Emerging evidence indicates that GlycA levels are associated with the incidence of type 2 diabetes as a marker of systemic inflammation [14, 15]. GlycA signals originate from residues on glycan part of glycoproteins [16]. Considering that many coagulation factors including FVIII, FIX, and fibrinogen are glycoproteins, we hypothesized that GlycA levels could mediate the observed associations in the present study. However, we only observed a negligible mediation effect of GlycA on the association between FIX as well as thrombin generation parameters and incident type 2 diabetes. This finding suggests that the coagulation system could influence the risk of type 2 diabetes through other mechanisms that have yet to be fully characterized.
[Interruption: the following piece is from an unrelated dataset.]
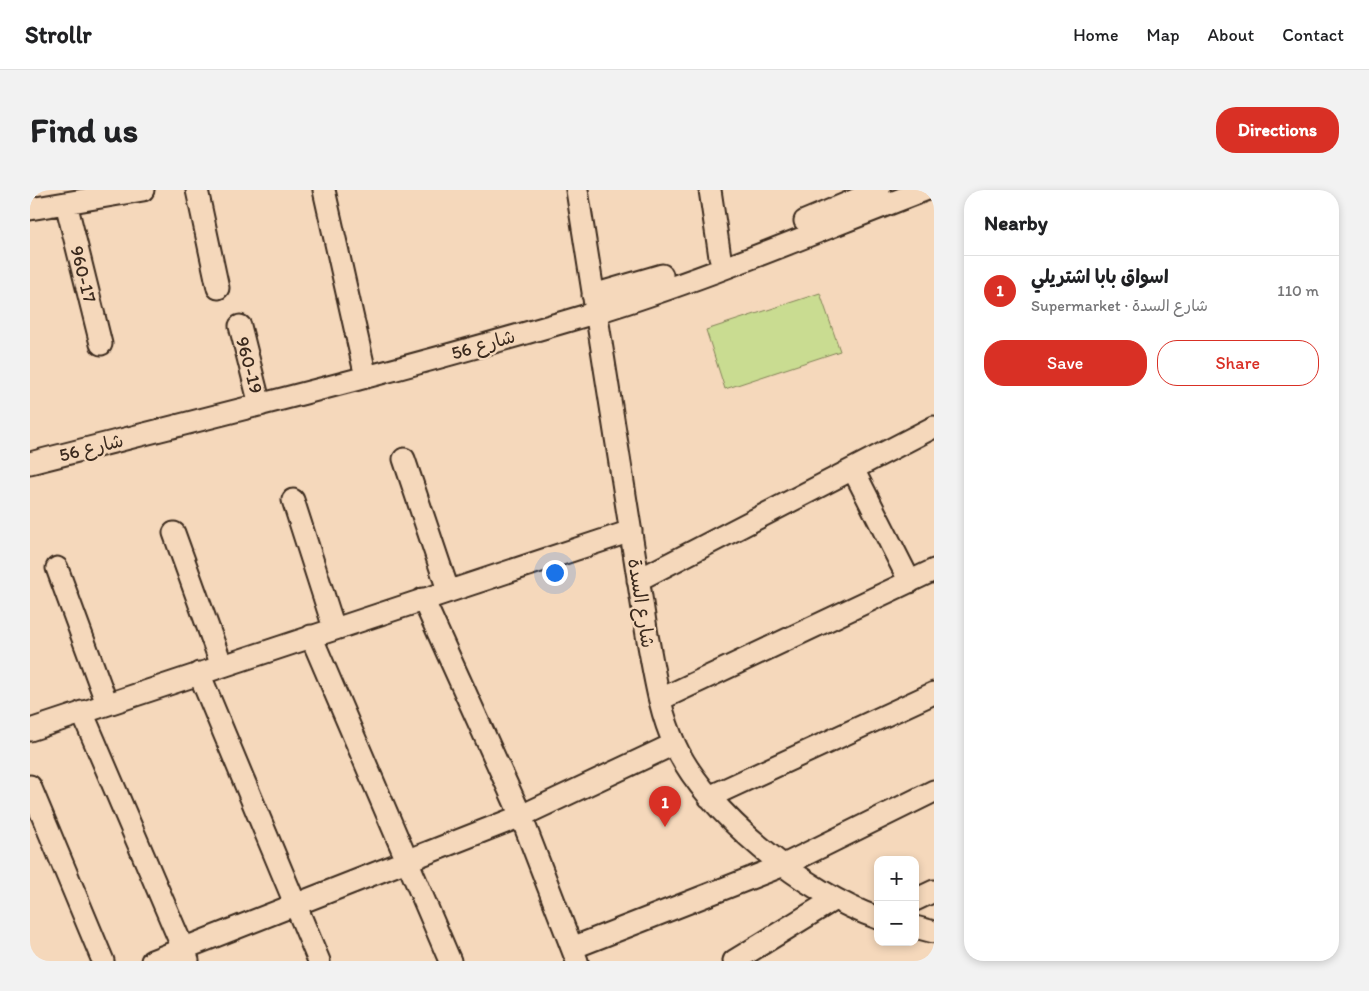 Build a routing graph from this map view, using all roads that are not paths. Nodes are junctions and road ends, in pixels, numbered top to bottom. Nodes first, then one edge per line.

Hypercoagulability is closely related to inflammation, the complement system, and glucose and lipid metabolism, with complex interactions among these factors [26, 30, 31]. Despite including several factors such as CRP, triglycerides, or glucose levels in the present study, it may be insufficient to comprehensively capture the complex relationships. Further investigations on the underlying mechanisms could help explain the effect of increased coagulation parameters on type 2 diabetes.
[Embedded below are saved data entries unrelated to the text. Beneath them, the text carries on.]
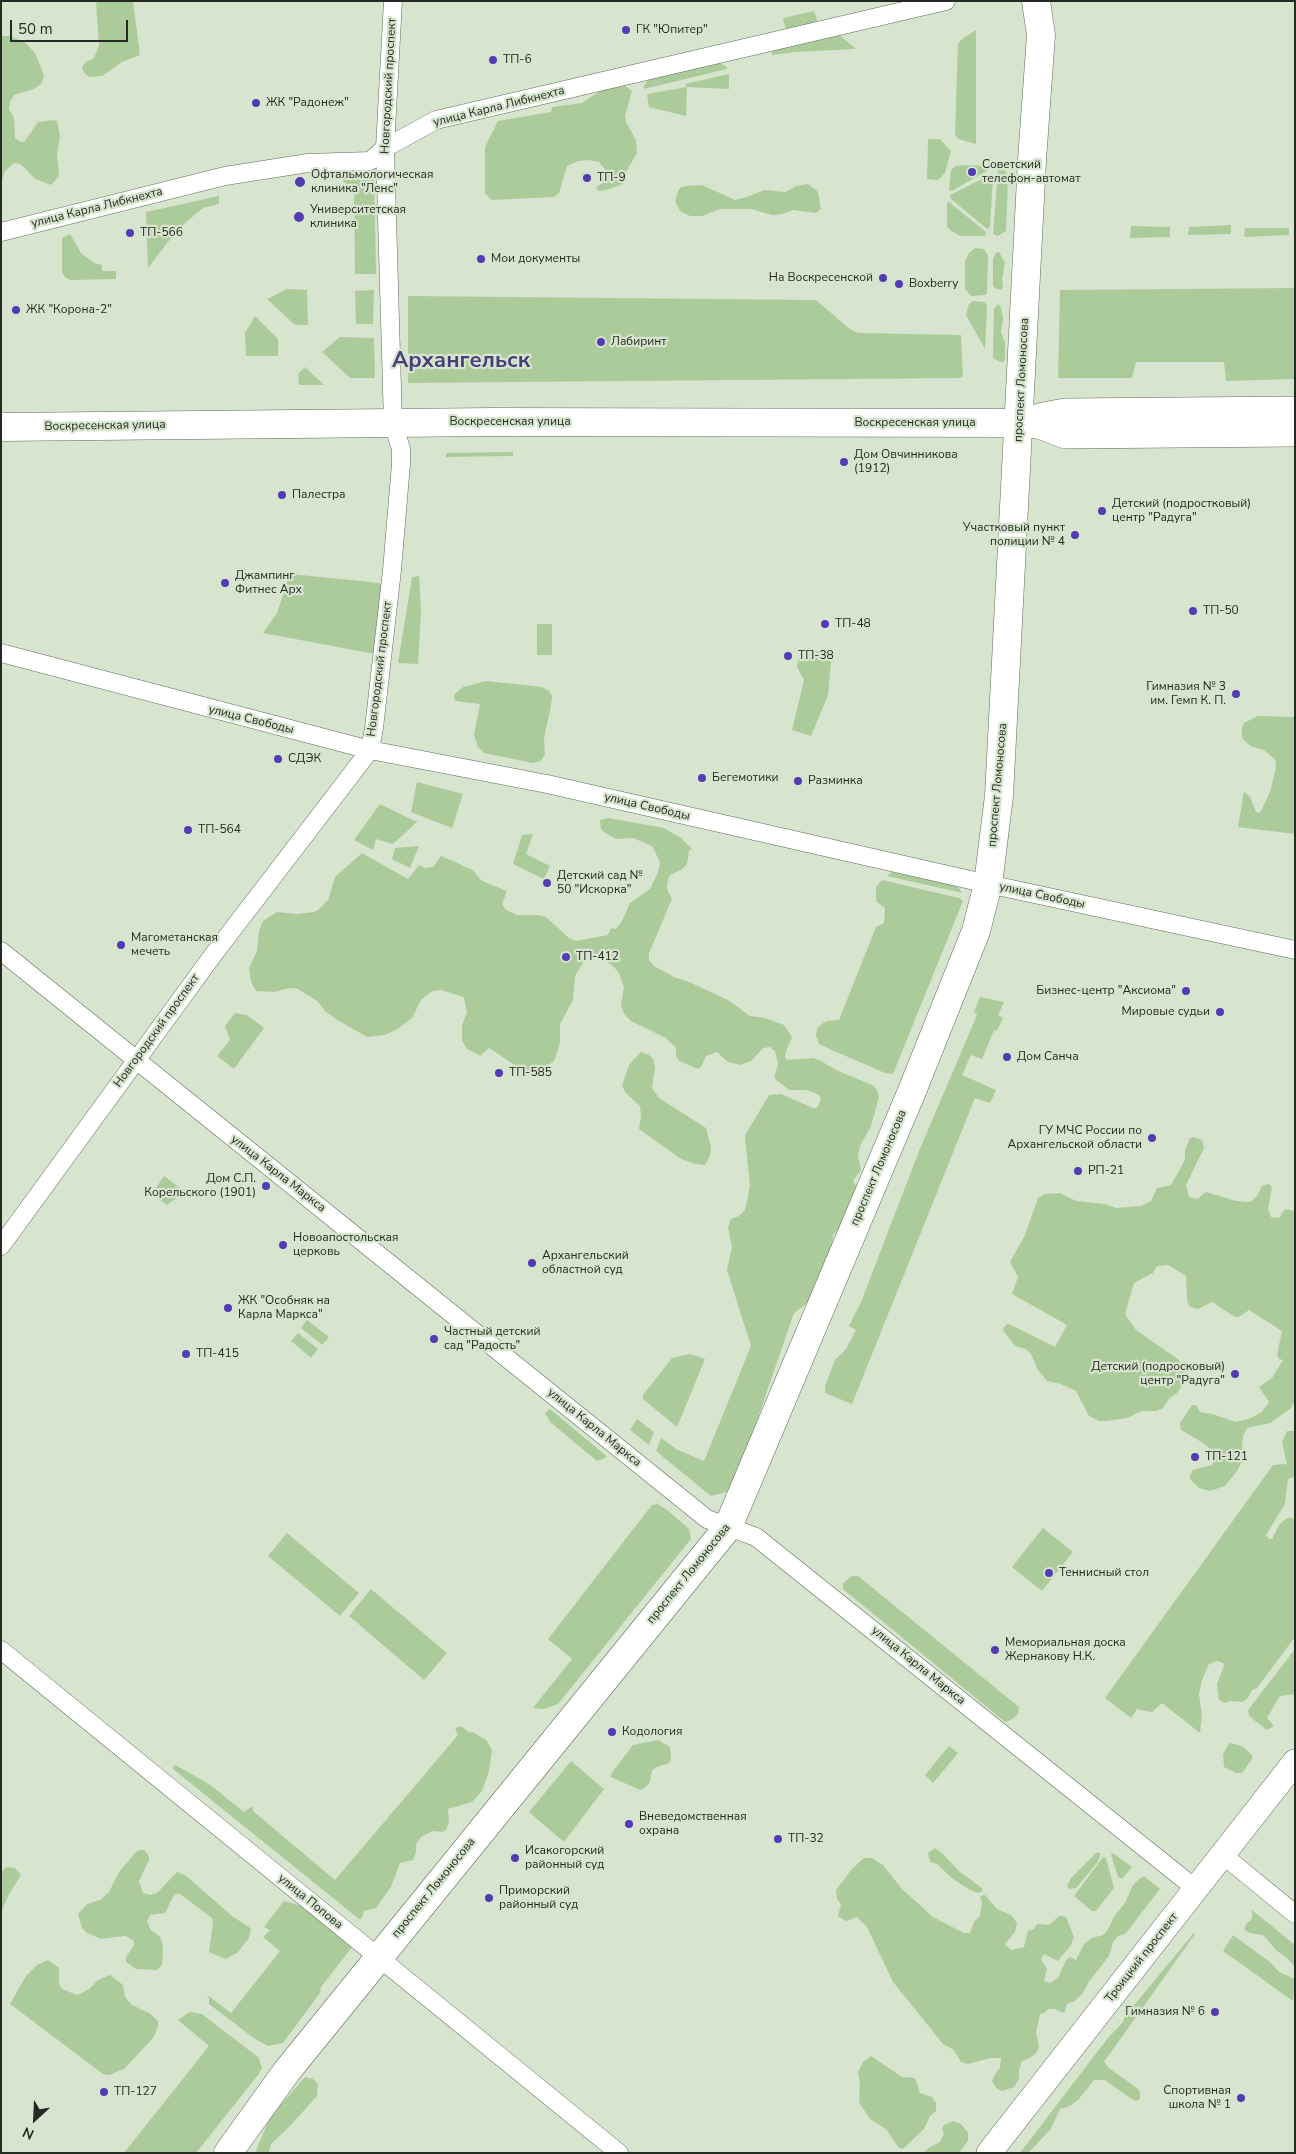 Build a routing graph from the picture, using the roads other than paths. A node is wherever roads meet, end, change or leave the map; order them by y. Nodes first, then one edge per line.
1 (393, 1) edge
2 (946, 1) edge
3 (1036, 1) edge
4 (385, 148) junction
5 (1, 232) edge
6 (1295, 409) edge
7 (393, 423) junction
8 (1019, 423) junction
9 (1, 427) edge
10 (1295, 434) edge
11 (1, 653) edge
12 (370, 750) junction
13 (988, 884) junction
14 (1295, 950) edge
15 (1, 951) edge
16 (136, 1059) junction
17 (1, 1246) edge
18 (728, 1527) junction
19 (1, 1650) edge
20 (1295, 1762) edge
21 (1224, 1855) junction
22 (1196, 1889) junction
23 (1295, 1914) edge
24 (379, 1957) junction
25 (228, 2153) edge
26 (619, 2153) edge
27 (989, 2153) edge

1 - 4 street, Новгородский проспект
2 - 4 street, улица Карла Либкнехта
3 - 8 main road, проспект Ломоносова
4 - 5 street, улица Карла Либкнехта
4 - 7 street, Новгородский проспект
6 - 8 main road, Воскресенская улица
7 - 8 main road, Воскресенская улица
7 - 9 main road, Воскресенская улица
7 - 12 street, Новгородский проспект
8 - 10 main road, Воскресенская улица
8 - 13 main road, проспект Ломоносова
11 - 12 street, улица Свободы
12 - 13 street, улица Свободы
12 - 16 street, Новгородский проспект
13 - 14 street, улица Свободы
13 - 18 main road, проспект Ломоносова
15 - 16 street, улица Карла Маркса
16 - 17 street, Новгородский проспект
16 - 18 street, улица Карла Маркса
18 - 22 street, улица Карла Маркса
18 - 24 main road, проспект Ломоносова
19 - 24 street, улица Попова
20 - 21 main road, Троицкий проспект
21 - 22 main road, Троицкий проспект
21 - 23 street
22 - 27 main road, Троицкий проспект
24 - 25 main road, проспект Ломоносова
24 - 26 street, улица Попова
Although many hemostatic factors and hypercoagulable states are well-established risk factors for cardiovascular diseases, fewer studies have explored the connection between hypercoagulation and the risk of type 2 diabetes. An increasing body of evidence highlights shared pathophysiological pathways underlying cardiovascular and metabolic diseases, collectively termed “cardiometabolic diseases”. Our study reinforces this link by suggesting that hypercoagulation may elevate the risk of type 2 diabetes in a general Dutch population. Given the strong relationship between cardiovascular disease and type 2 diabetes, our findings may suggest a new perspective on mitigating the risk of both conditions through anticoagulant therapy. To our knowledge, no previous study has investigated the potential beneficial effects of anticoagulants on type 2 diabetes risk in a general population. However, due to concerns about bleeding risks, anticoagulants are unlikely to be repurposed as a preventive strategy for type 2 diabetes. Nevertheless, since thrombotic disorders and type 2 diabetes are often concomitant, and anticoagulants are commonly prescribed to individuals with a high risk of thrombotic disease, treatment with anticoagulants may help prevent comorbid type 2 diabetes for patients with thrombotic disorders. Future research is still needed to investigate this potential impact.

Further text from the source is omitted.